══ Exercise input ══
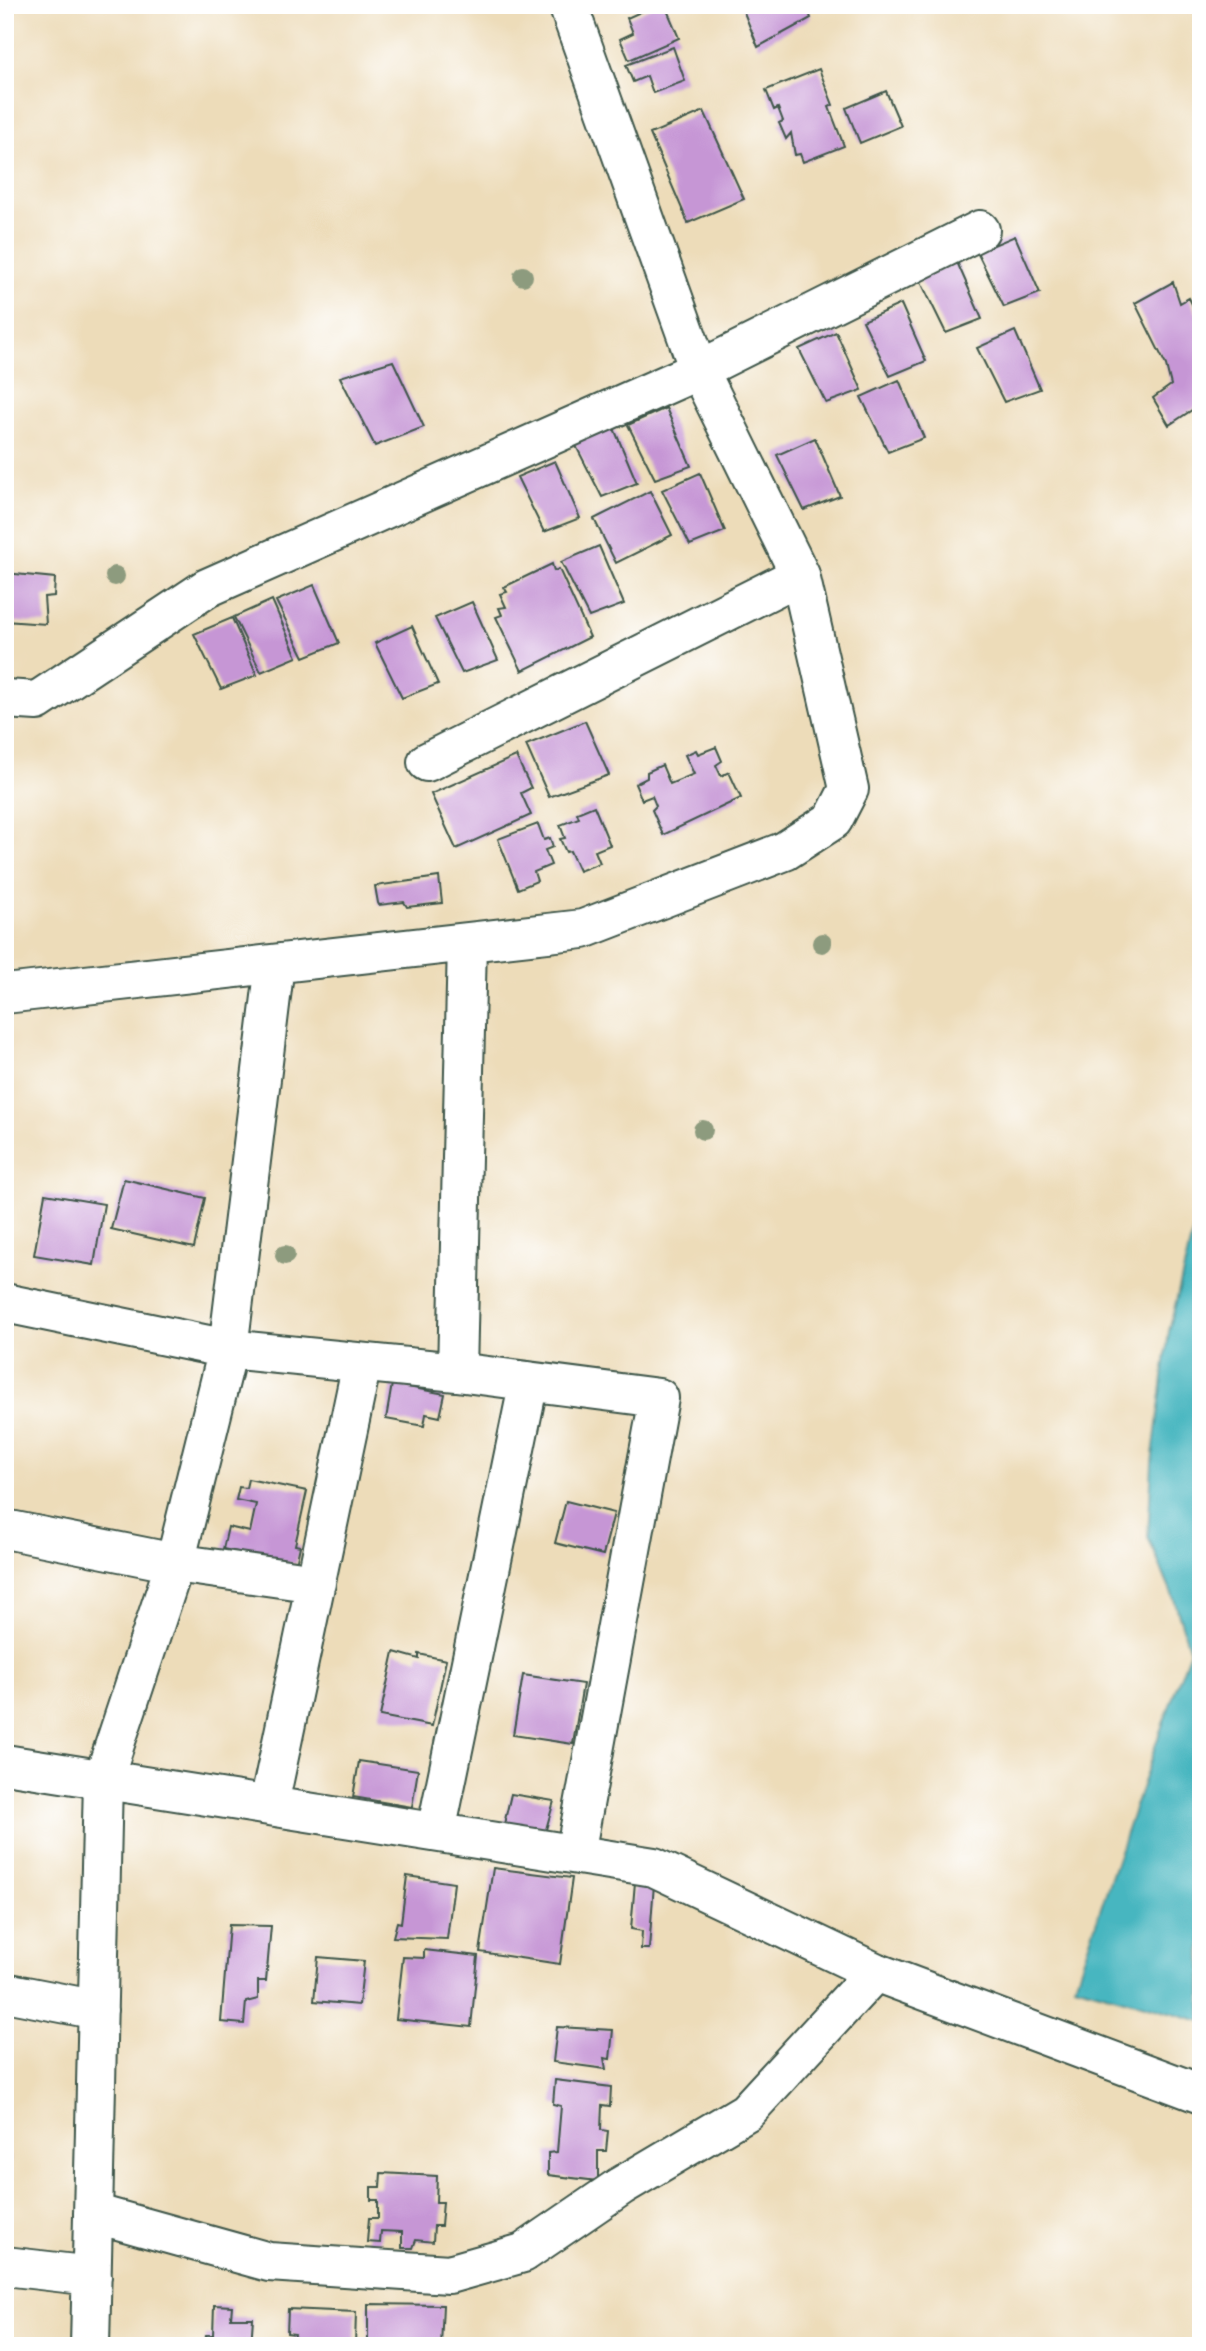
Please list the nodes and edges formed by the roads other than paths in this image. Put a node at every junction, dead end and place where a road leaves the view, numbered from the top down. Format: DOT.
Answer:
graph roads {
  1 [pos="568,5"];
  2 [pos="980,230"];
  3 [pos="699,370"];
  4 [pos="800,575"];
  5 [pos="5,699"];
  6 [pos="427,762"];
  7 [pos="467,943"];
  8 [pos="275,964"];
  9 [pos="9,1000"];
  10 [pos="5,1303"];
  11 [pos="228,1349"];
  12 [pos="362,1363"];
  13 [pos="457,1372"];
  14 [pos="530,1381"];
  15 [pos="5,1529"];
  16 [pos="175,1563"];
  17 [pos="316,1583"];
  18 [pos="5,1764"];
  19 [pos="103,1780"];
  20 [pos="269,1804"];
  21 [pos="436,1832"];
  22 [pos="575,1854"];
  23 [pos="875,1972"];
  24 [pos="5,1992"];
  25 [pos="98,2010"];
  26 [pos="1201,2094"];
  27 [pos="93,2213"];
  28 [pos="5,2266"];
  29 [pos="92,2276"];
  30 [pos="90,2346"];
  1 -- 3 [label="street"];
  2 -- 3 [label="street"];
  3 -- 4 [label="street"];
  3 -- 5 [label="street"];
  4 -- 6 [label="street"];
  4 -- 7 [label="street"];
  7 -- 8 [label="street"];
  7 -- 13 [label="street"];
  8 -- 9 [label="street"];
  8 -- 11 [label="street"];
  10 -- 11 [label="street"];
  11 -- 12 [label="street"];
  11 -- 16 [label="street"];
  12 -- 13 [label="street"];
  12 -- 17 [label="street"];
  13 -- 14 [label="street"];
  14 -- 21 [label="street"];
  14 -- 22 [label="street"];
  15 -- 16 [label="street"];
  16 -- 17 [label="street"];
  16 -- 19 [label="street"];
  17 -- 20 [label="street"];
  18 -- 19 [label="street"];
  19 -- 20 [label="street"];
  19 -- 25 [label="street"];
  20 -- 21 [label="street"];
  21 -- 22 [label="street"];
  22 -- 23 [label="street"];
  23 -- 26 [label="street"];
  23 -- 27 [label="street"];
  24 -- 25 [label="street"];
  25 -- 27 [label="street"];
  27 -- 29 [label="street"];
  28 -- 29 [label="street"];
  29 -- 30 [label="street"];
}
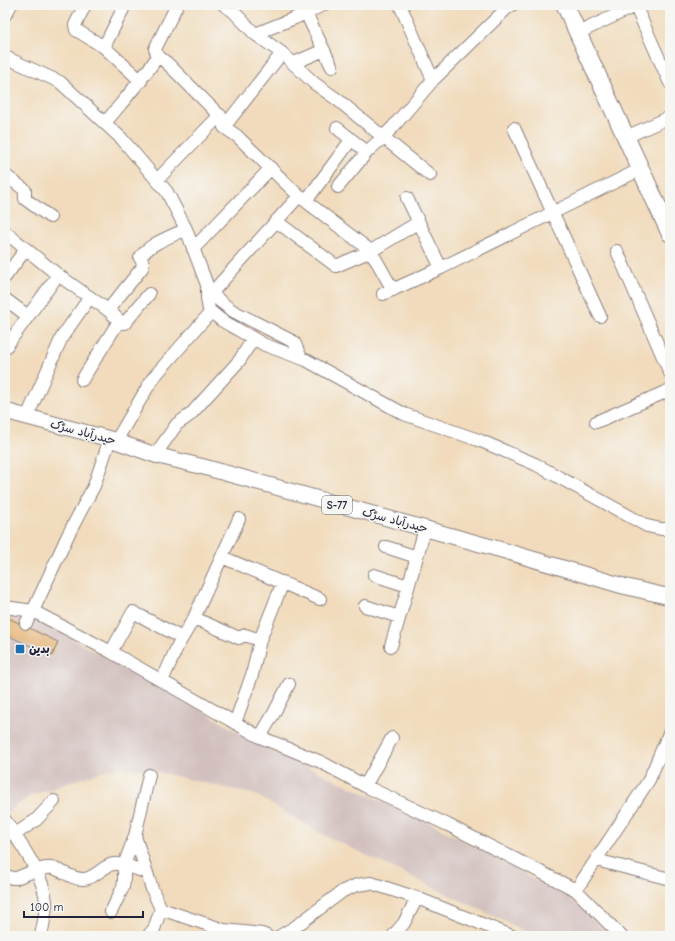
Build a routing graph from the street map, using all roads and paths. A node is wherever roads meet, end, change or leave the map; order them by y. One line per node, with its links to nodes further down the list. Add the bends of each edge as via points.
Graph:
1 (11, 5): 12 (street)
2 (85, 5): 15 (street, via 75,25 76,30)
3 (125, 5): 15 (street)
4 (177, 5): 18 (street, via 155,50)
5 (224, 5): 14 (street)
6 (323, 5): 11 (street)
7 (400, 5): 22 (street)
8 (512, 5): 22 (street)
9 (565, 5): 13 (highway)
10 (636, 5): 13 (street); 24 (street)
11 (306, 13): 14 (street); 16 (street)
12 (5, 15)
13 (578, 33): 31 (highway)
14 (255, 34): 17 (street)
15 (104, 47): 23 (street)
16 (324, 50): 20 (street); 21 (street)
17 (282, 52): 20 (street); 26 (street)
18 (158, 56): 23 (street); 26 (street)
19 (5, 57): 27 (street, via 60,82)
20 (294, 64): 30 (street, via 314,83)
21 (332, 67)
22 (433, 80): 30 (street, via 394,128)
23 (141, 81): 27 (street)
24 (670, 83)
25 (670, 117): 31 (street)
26 (222, 121): 34 (street); 38 (street)
27 (105, 123): 38 (street)
28 (337, 128): 32 (street)
29 (514, 128): 42 (street)
30 (383, 137): 33 (street); 37 (street)
31 (626, 137): 35 (highway)
32 (351, 140): 33 (street); 40 (street)
33 (367, 152): 39 (street)
34 (271, 168): 40 (street); 50 (street)
35 (641, 169): 42 (street); 48 (highway)
36 (5, 175): 43 (street, via 25,190 25,198)
37 (430, 175)
38 (157, 180): 46 (street, via 167,192)
39 (338, 186)
40 (303, 198): 44 (street); 51 (street)
41 (407, 198): 45 (street)
42 (552, 213): 53 (street); 63 (street)
43 (50, 217)
44 (276, 221): 51 (street, via 336,266); 56 (street)
45 (419, 222): 51 (street); 53 (street)
46 (186, 229): 50 (street); 60 (street, via 152,246 143,254 140,258 142,268)
47 (5, 232): 49 (street)
48 (670, 233)
49 (26, 249): 54 (street); 55 (street)
50 (193, 249): 56 (street)
51 (371, 251): 53 (street, via 388,292)
52 (617, 251): 68 (street)
53 (441, 268)
54 (58, 275): 58 (street); 62 (street)
55 (5, 277)
56 (208, 292): 61 (street, via 209,310); 67 (street, via 233,311 294,342)
57 (149, 294): 64 (street, via 125,323)
58 (90, 297): 60 (street); 72 (street, via 62,337)
59 (5, 299): 62 (street)
60 (108, 310): 64 (street)
61 (212, 312): 65 (street); 74 (street, via 153,378)
62 (28, 316): 66 (street)
63 (600, 316)
64 (119, 320): 69 (street)
65 (253, 339): 67 (street); 75 (street, via 239,361 190,415 177,424)
66 (5, 348)
67 (301, 358): 78 (street, via 404,414 481,441 535,464 647,526)
68 (670, 373)
69 (82, 380)
70 (670, 390): 73 (street)
71 (5, 411): 72 (main road, حیدرآباد سڑک / S-77)
72 (27, 417): 74 (main road, حیدرآباد سڑک / S-77)
73 (596, 422)
74 (113, 440): 75 (main road, حیدرآباد سڑک / S-77); 89 (street, via 94,486 68,534)
75 (155, 455): 77 (main road, حیدرآباد سڑک / S-77)
76 (239, 519): 80 (street)
77 (425, 528): 81 (street); 85 (main road, حیدرآباد سڑک / S-77)
78 (670, 529)
79 (386, 547): 81 (street)
80 (222, 557): 83 (street); 91 (street)
81 (417, 557): 84 (street)
82 (374, 575): 84 (street)
83 (283, 582): 86 (street); 94 (street)
84 (408, 586): 90 (street)
85 (670, 597)
86 (320, 599)
87 (365, 606): 90 (street)
88 (5, 607): 89 (street)
89 (33, 611): 92 (street); 96 (street)
90 (399, 617): 95 (street)
91 (194, 618): 93 (street); 94 (street, via 239,638 245,635)
92 (26, 623)
93 (182, 638): 96 (street, via 133,612); 97 (street)
94 (260, 640): 99 (street, via 252,675)
95 (391, 646)
96 (111, 652): 97 (street)
97 (162, 681): 99 (street)
98 (289, 684): 101 (street)
99 (235, 723): 101 (street)
100 (670, 731): 109 (street, via 649,780)
101 (260, 737): 104 (street, via 321,762)
102 (392, 738): 104 (street)
103 (149, 775): 108 (street)
104 (364, 786): 115 (street)
105 (54, 801): 107 (street, via 36,820)
106 (5, 820): 107 (street)
107 (14, 835): 111 (street)
108 (135, 836): 110 (street); 112 (street)
109 (596, 860): 114 (street); 115 (street)
110 (124, 865): 111 (street, via 110,865 92,878 83,879 51,868); 112 (street); 118 (street, via 124,882)
111 (36, 871): 113 (street, via 16,878); 121 (street, via 46,904)
112 (147, 873): 117 (street)
113 (5, 875)
114 (670, 879)
115 (576, 890): 125 (street)
116 (417, 898): 120 (street); 123 (street, via 371,883 357,884 343,891); 124 (street, via 404,923)
117 (161, 909): 119 (street); 122 (street, via 224,930)
118 (111, 912)
119 (153, 934)
120 (505, 935)
121 (41, 936)
122 (267, 936)
123 (280, 936)
124 (393, 936)
125 (621, 936)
═══
* Brief
Take the whole listing above and copy it exactly. Pictures do not go into the copy.

* Response to this exercise
Please list the nodes and edges formed by the roads other than paths in this image. Put a node at every junction, dead end and place where a road leaves the view, numbered from the top down. Format: DOT.
Answer:
graph roads {
  1 [pos="568,5"];
  2 [pos="980,230"];
  3 [pos="699,370"];
  4 [pos="800,575"];
  5 [pos="5,699"];
  6 [pos="427,762"];
  7 [pos="467,943"];
  8 [pos="275,964"];
  9 [pos="9,1000"];
  10 [pos="5,1303"];
  11 [pos="228,1349"];
  12 [pos="362,1363"];
  13 [pos="457,1372"];
  14 [pos="530,1381"];
  15 [pos="5,1529"];
  16 [pos="175,1563"];
  17 [pos="316,1583"];
  18 [pos="5,1764"];
  19 [pos="103,1780"];
  20 [pos="269,1804"];
  21 [pos="436,1832"];
  22 [pos="575,1854"];
  23 [pos="875,1972"];
  24 [pos="5,1992"];
  25 [pos="98,2010"];
  26 [pos="1201,2094"];
  27 [pos="93,2213"];
  28 [pos="5,2266"];
  29 [pos="92,2276"];
  30 [pos="90,2346"];
  1 -- 3 [label="street"];
  2 -- 3 [label="street"];
  3 -- 4 [label="street"];
  3 -- 5 [label="street"];
  4 -- 6 [label="street"];
  4 -- 7 [label="street"];
  7 -- 8 [label="street"];
  7 -- 13 [label="street"];
  8 -- 9 [label="street"];
  8 -- 11 [label="street"];
  10 -- 11 [label="street"];
  11 -- 12 [label="street"];
  11 -- 16 [label="street"];
  12 -- 13 [label="street"];
  12 -- 17 [label="street"];
  13 -- 14 [label="street"];
  14 -- 21 [label="street"];
  14 -- 22 [label="street"];
  15 -- 16 [label="street"];
  16 -- 17 [label="street"];
  16 -- 19 [label="street"];
  17 -- 20 [label="street"];
  18 -- 19 [label="street"];
  19 -- 20 [label="street"];
  19 -- 25 [label="street"];
  20 -- 21 [label="street"];
  21 -- 22 [label="street"];
  22 -- 23 [label="street"];
  23 -- 26 [label="street"];
  23 -- 27 [label="street"];
  24 -- 25 [label="street"];
  25 -- 27 [label="street"];
  27 -- 29 [label="street"];
  28 -- 29 [label="street"];
  29 -- 30 [label="street"];
}
Build a routing graph from the street map, using all roads and paths. A node is wherever roads meet, end, change or leave the map; order them by y. One line per node, with its links to nodes further down the list. Add the bends of each edge as via points.
Graph:
1 (11, 5): 12 (street)
2 (85, 5): 15 (street, via 75,25 76,30)
3 (125, 5): 15 (street)
4 (177, 5): 18 (street, via 155,50)
5 (224, 5): 14 (street)
6 (323, 5): 11 (street)
7 (400, 5): 22 (street)
8 (512, 5): 22 (street)
9 (565, 5): 13 (highway)
10 (636, 5): 13 (street); 24 (street)
11 (306, 13): 14 (street); 16 (street)
12 (5, 15)
13 (578, 33): 31 (highway)
14 (255, 34): 17 (street)
15 (104, 47): 23 (street)
16 (324, 50): 20 (street); 21 (street)
17 (282, 52): 20 (street); 26 (street)
18 (158, 56): 23 (street); 26 (street)
19 (5, 57): 27 (street, via 60,82)
20 (294, 64): 30 (street, via 314,83)
21 (332, 67)
22 (433, 80): 30 (street, via 394,128)
23 (141, 81): 27 (street)
24 (670, 83)
25 (670, 117): 31 (street)
26 (222, 121): 34 (street); 38 (street)
27 (105, 123): 38 (street)
28 (337, 128): 32 (street)
29 (514, 128): 42 (street)
30 (383, 137): 33 (street); 37 (street)
31 (626, 137): 35 (highway)
32 (351, 140): 33 (street); 40 (street)
33 (367, 152): 39 (street)
34 (271, 168): 40 (street); 50 (street)
35 (641, 169): 42 (street); 48 (highway)
36 (5, 175): 43 (street, via 25,190 25,198)
37 (430, 175)
38 (157, 180): 46 (street, via 167,192)
39 (338, 186)
40 (303, 198): 44 (street); 51 (street)
41 (407, 198): 45 (street)
42 (552, 213): 53 (street); 63 (street)
43 (50, 217)
44 (276, 221): 51 (street, via 336,266); 56 (street)
45 (419, 222): 51 (street); 53 (street)
46 (186, 229): 50 (street); 60 (street, via 152,246 143,254 140,258 142,268)
47 (5, 232): 49 (street)
48 (670, 233)
49 (26, 249): 54 (street); 55 (street)
50 (193, 249): 56 (street)
51 (371, 251): 53 (street, via 388,292)
52 (617, 251): 68 (street)
53 (441, 268)
54 (58, 275): 58 (street); 62 (street)
55 (5, 277)
56 (208, 292): 61 (street, via 209,310); 67 (street, via 233,311 294,342)
57 (149, 294): 64 (street, via 125,323)
58 (90, 297): 60 (street); 72 (street, via 62,337)
59 (5, 299): 62 (street)
60 (108, 310): 64 (street)
61 (212, 312): 65 (street); 74 (street, via 153,378)
62 (28, 316): 66 (street)
63 (600, 316)
64 (119, 320): 69 (street)
65 (253, 339): 67 (street); 75 (street, via 239,361 190,415 177,424)
66 (5, 348)
67 (301, 358): 78 (street, via 404,414 481,441 535,464 647,526)
68 (670, 373)
69 (82, 380)
70 (670, 390): 73 (street)
71 (5, 411): 72 (main road, حیدرآباد سڑک / S-77)
72 (27, 417): 74 (main road, حیدرآباد سڑک / S-77)
73 (596, 422)
74 (113, 440): 75 (main road, حیدرآباد سڑک / S-77); 89 (street, via 94,486 68,534)
75 (155, 455): 77 (main road, حیدرآباد سڑک / S-77)
76 (239, 519): 80 (street)
77 (425, 528): 81 (street); 85 (main road, حیدرآباد سڑک / S-77)
78 (670, 529)
79 (386, 547): 81 (street)
80 (222, 557): 83 (street); 91 (street)
81 (417, 557): 84 (street)
82 (374, 575): 84 (street)
83 (283, 582): 86 (street); 94 (street)
84 (408, 586): 90 (street)
85 (670, 597)
86 (320, 599)
87 (365, 606): 90 (street)
88 (5, 607): 89 (street)
89 (33, 611): 92 (street); 96 (street)
90 (399, 617): 95 (street)
91 (194, 618): 93 (street); 94 (street, via 239,638 245,635)
92 (26, 623)
93 (182, 638): 96 (street, via 133,612); 97 (street)
94 (260, 640): 99 (street, via 252,675)
95 (391, 646)
96 (111, 652): 97 (street)
97 (162, 681): 99 (street)
98 (289, 684): 101 (street)
99 (235, 723): 101 (street)
100 (670, 731): 109 (street, via 649,780)
101 (260, 737): 104 (street, via 321,762)
102 (392, 738): 104 (street)
103 (149, 775): 108 (street)
104 (364, 786): 115 (street)
105 (54, 801): 107 (street, via 36,820)
106 (5, 820): 107 (street)
107 (14, 835): 111 (street)
108 (135, 836): 110 (street); 112 (street)
109 (596, 860): 114 (street); 115 (street)
110 (124, 865): 111 (street, via 110,865 92,878 83,879 51,868); 112 (street); 118 (street, via 124,882)
111 (36, 871): 113 (street, via 16,878); 121 (street, via 46,904)
112 (147, 873): 117 (street)
113 (5, 875)
114 (670, 879)
115 (576, 890): 125 (street)
116 (417, 898): 120 (street); 123 (street, via 371,883 357,884 343,891); 124 (street, via 404,923)
117 (161, 909): 119 (street); 122 (street, via 224,930)
118 (111, 912)
119 (153, 934)
120 (505, 935)
121 (41, 936)
122 (267, 936)
123 (280, 936)
124 (393, 936)
125 (621, 936)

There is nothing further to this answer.